[Exercise description]: Scan the entries that follow for the word "image", then report every line in which it appears.

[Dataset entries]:
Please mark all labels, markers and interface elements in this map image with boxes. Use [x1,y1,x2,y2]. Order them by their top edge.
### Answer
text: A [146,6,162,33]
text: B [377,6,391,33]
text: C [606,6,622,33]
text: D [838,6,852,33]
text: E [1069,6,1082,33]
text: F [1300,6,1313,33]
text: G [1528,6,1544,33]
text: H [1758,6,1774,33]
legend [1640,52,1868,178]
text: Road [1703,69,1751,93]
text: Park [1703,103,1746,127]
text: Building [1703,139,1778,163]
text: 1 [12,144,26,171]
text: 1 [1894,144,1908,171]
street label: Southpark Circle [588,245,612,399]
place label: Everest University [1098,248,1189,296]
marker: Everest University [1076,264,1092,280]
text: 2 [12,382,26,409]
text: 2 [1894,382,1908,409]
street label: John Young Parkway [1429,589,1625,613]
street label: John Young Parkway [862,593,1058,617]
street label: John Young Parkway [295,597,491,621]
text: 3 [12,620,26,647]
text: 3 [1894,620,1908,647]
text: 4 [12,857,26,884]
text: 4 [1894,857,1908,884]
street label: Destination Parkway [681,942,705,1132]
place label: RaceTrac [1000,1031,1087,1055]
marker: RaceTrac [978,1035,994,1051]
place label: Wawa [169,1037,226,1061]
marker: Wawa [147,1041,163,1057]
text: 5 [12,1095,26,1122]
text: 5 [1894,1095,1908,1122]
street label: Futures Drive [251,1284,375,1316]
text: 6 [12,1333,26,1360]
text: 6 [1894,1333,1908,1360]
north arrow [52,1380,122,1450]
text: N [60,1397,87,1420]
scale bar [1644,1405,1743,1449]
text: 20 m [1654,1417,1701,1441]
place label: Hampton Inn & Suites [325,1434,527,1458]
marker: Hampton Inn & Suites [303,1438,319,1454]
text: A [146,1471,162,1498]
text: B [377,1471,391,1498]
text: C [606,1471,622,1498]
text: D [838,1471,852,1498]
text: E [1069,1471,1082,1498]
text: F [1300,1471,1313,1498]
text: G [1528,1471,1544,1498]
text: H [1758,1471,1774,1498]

---

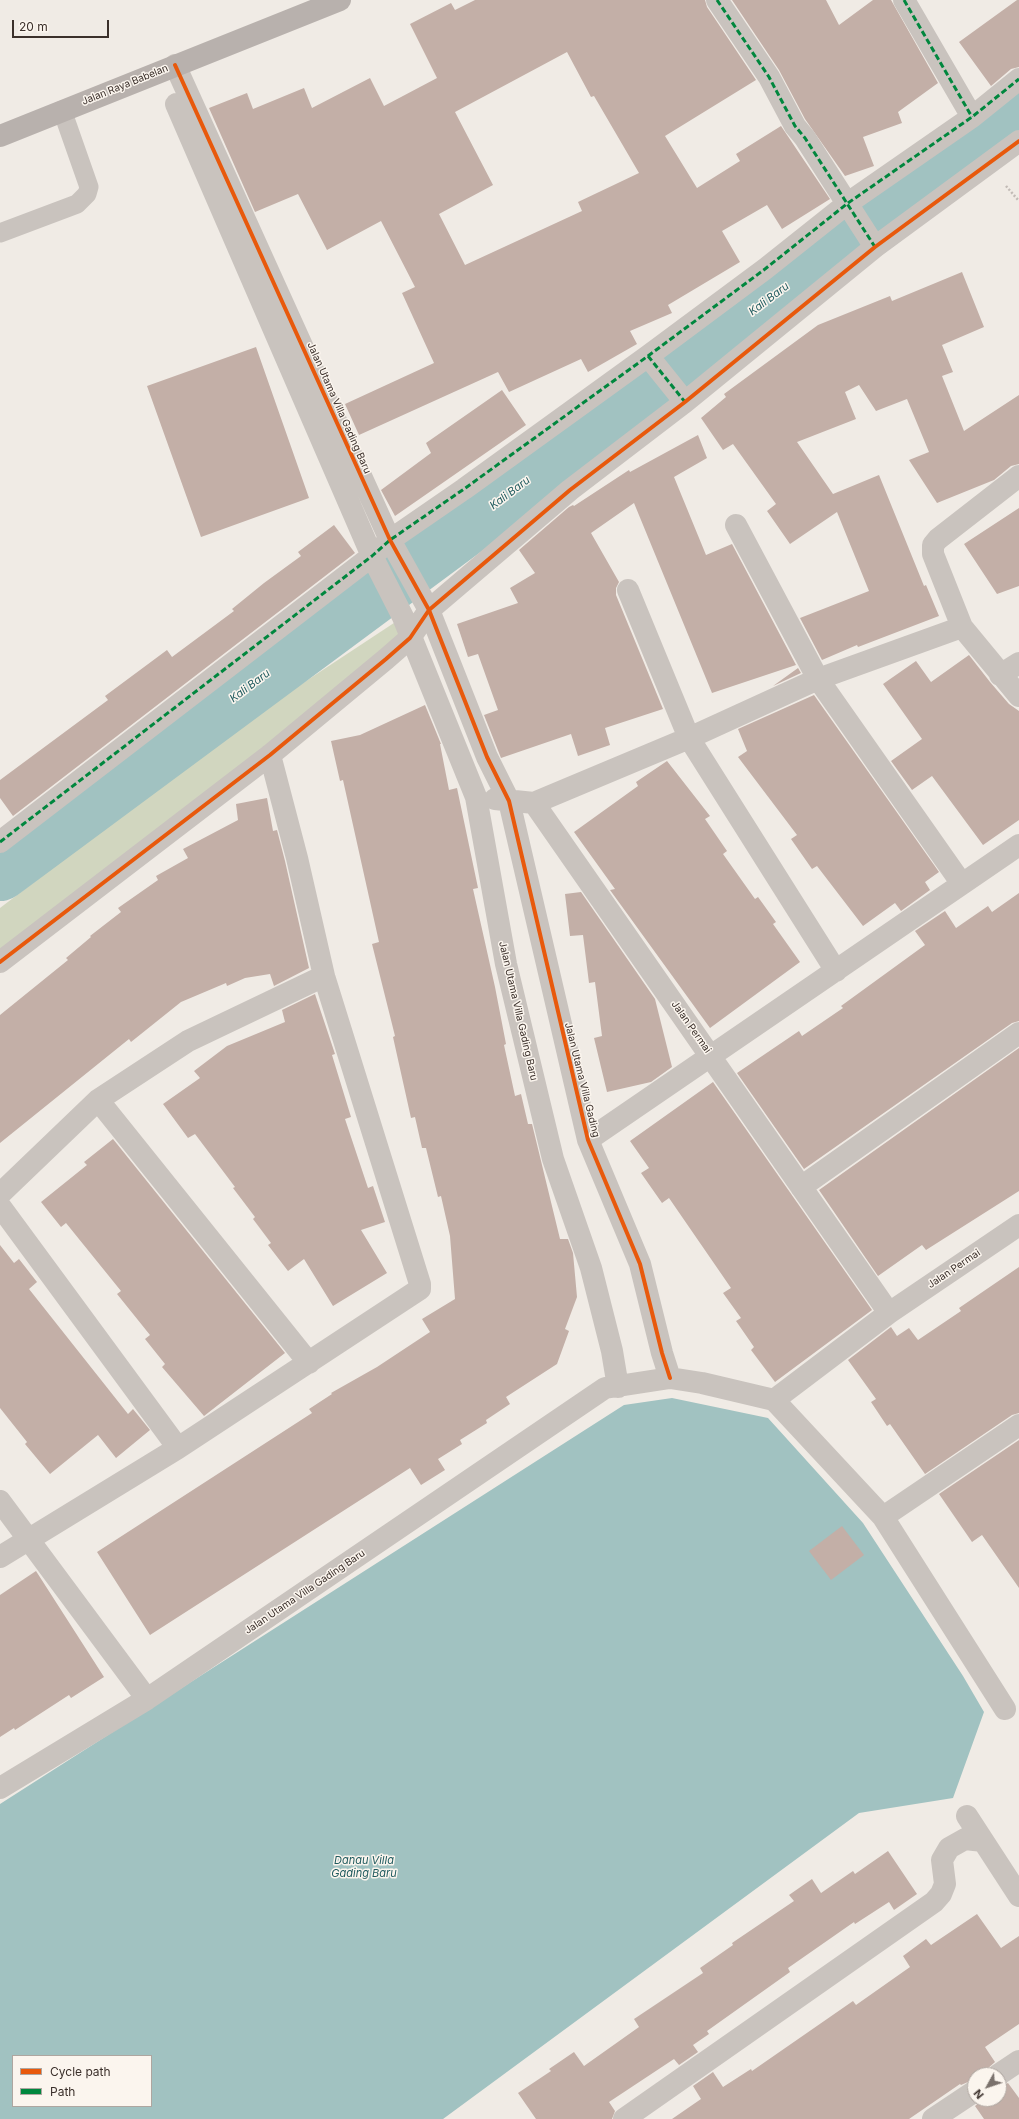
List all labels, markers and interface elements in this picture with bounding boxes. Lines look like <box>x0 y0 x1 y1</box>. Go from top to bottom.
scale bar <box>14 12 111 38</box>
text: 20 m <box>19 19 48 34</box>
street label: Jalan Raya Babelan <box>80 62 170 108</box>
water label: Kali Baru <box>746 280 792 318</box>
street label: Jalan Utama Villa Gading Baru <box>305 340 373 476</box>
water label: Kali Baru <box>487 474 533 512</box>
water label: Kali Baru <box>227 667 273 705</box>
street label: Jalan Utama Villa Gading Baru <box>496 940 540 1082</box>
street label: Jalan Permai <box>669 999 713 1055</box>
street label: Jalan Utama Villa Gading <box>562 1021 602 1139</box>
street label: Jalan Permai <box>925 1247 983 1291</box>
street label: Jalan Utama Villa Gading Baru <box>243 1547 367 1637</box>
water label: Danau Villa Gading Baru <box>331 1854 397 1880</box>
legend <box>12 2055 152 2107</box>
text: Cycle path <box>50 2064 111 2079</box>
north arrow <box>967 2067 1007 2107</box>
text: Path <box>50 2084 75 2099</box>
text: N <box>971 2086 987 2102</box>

---

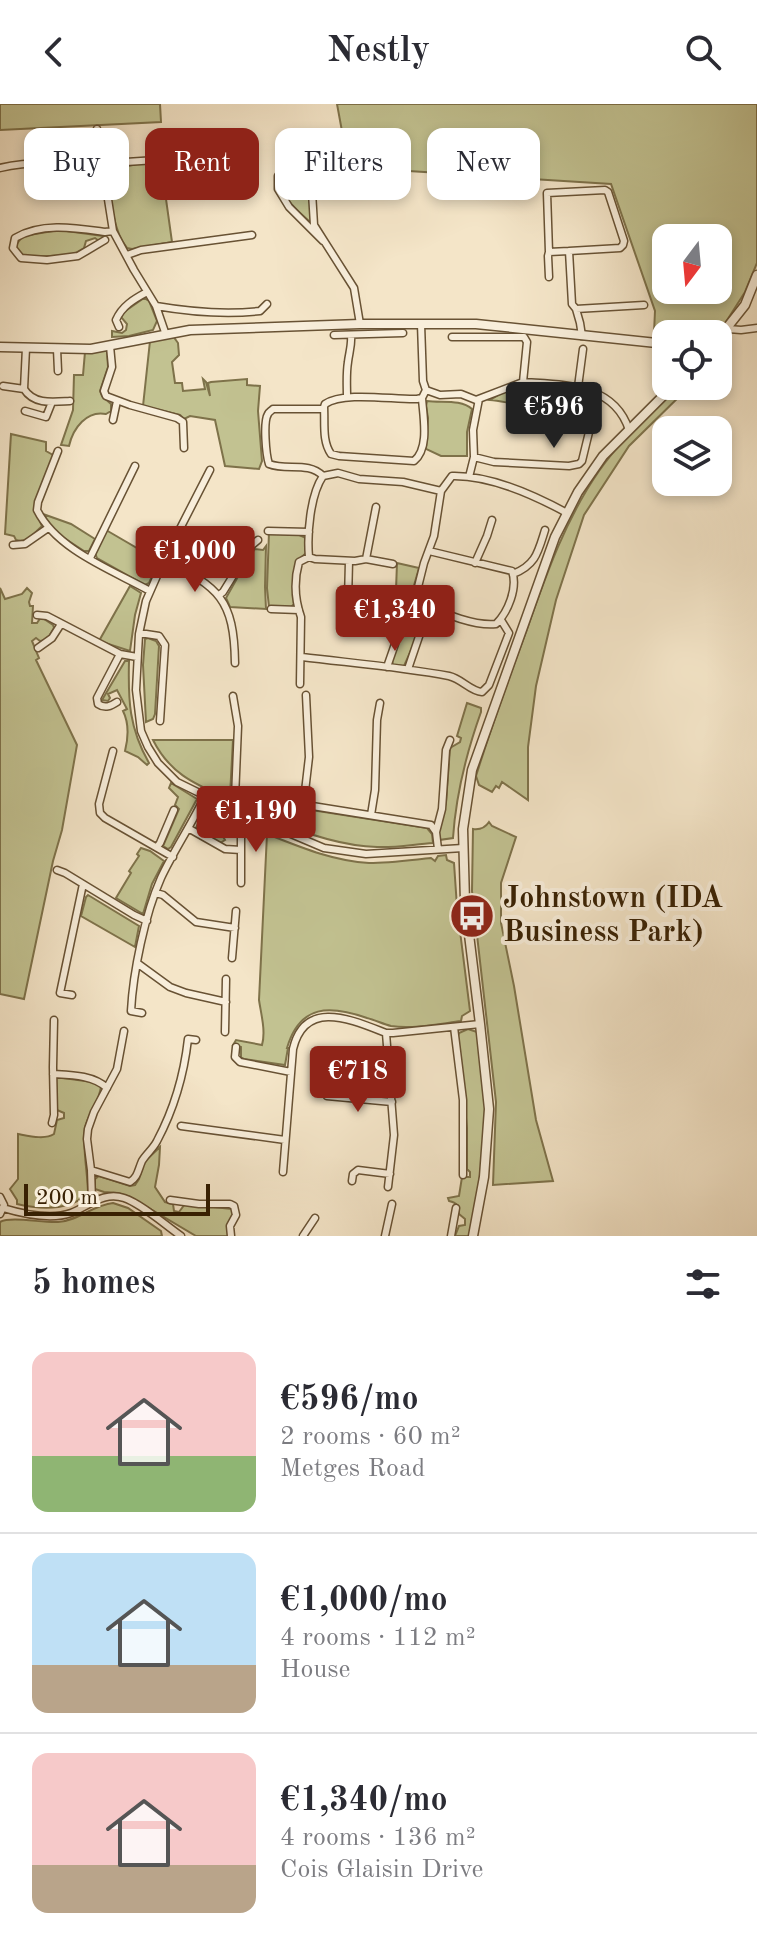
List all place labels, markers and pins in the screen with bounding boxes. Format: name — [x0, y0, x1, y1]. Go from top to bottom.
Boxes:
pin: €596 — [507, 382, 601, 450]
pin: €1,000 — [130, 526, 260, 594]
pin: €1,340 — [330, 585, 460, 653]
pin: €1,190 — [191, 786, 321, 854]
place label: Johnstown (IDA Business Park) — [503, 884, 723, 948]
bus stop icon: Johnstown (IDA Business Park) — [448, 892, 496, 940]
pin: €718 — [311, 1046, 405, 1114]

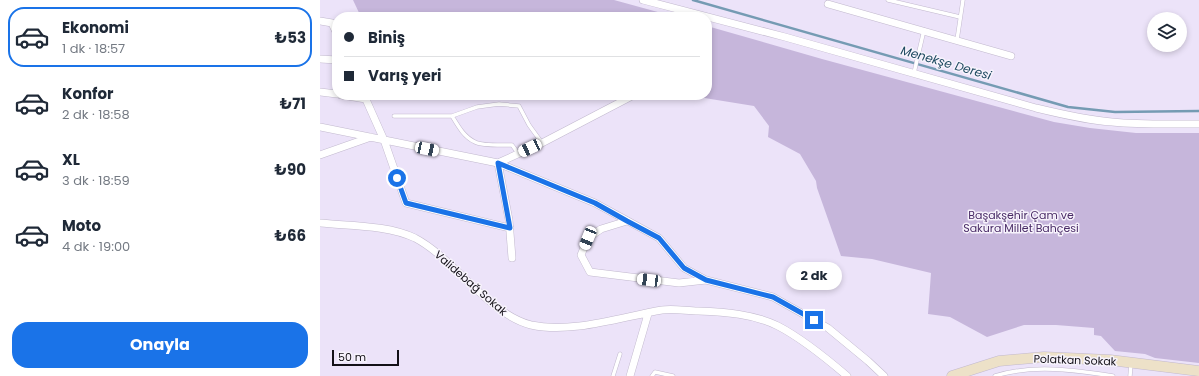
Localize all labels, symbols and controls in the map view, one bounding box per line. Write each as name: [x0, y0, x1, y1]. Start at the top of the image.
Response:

[Solution to the exercise]:
Please mark all labels, markers and interface elements in this map image with boxes. Use [x1,y1,x2,y2]. Order them by their top edge.
Localize all labels, symbols and controls in the map view, one bounding box per line. Write each as name: [x0, y0, x1, y1]. Start at the top of the image.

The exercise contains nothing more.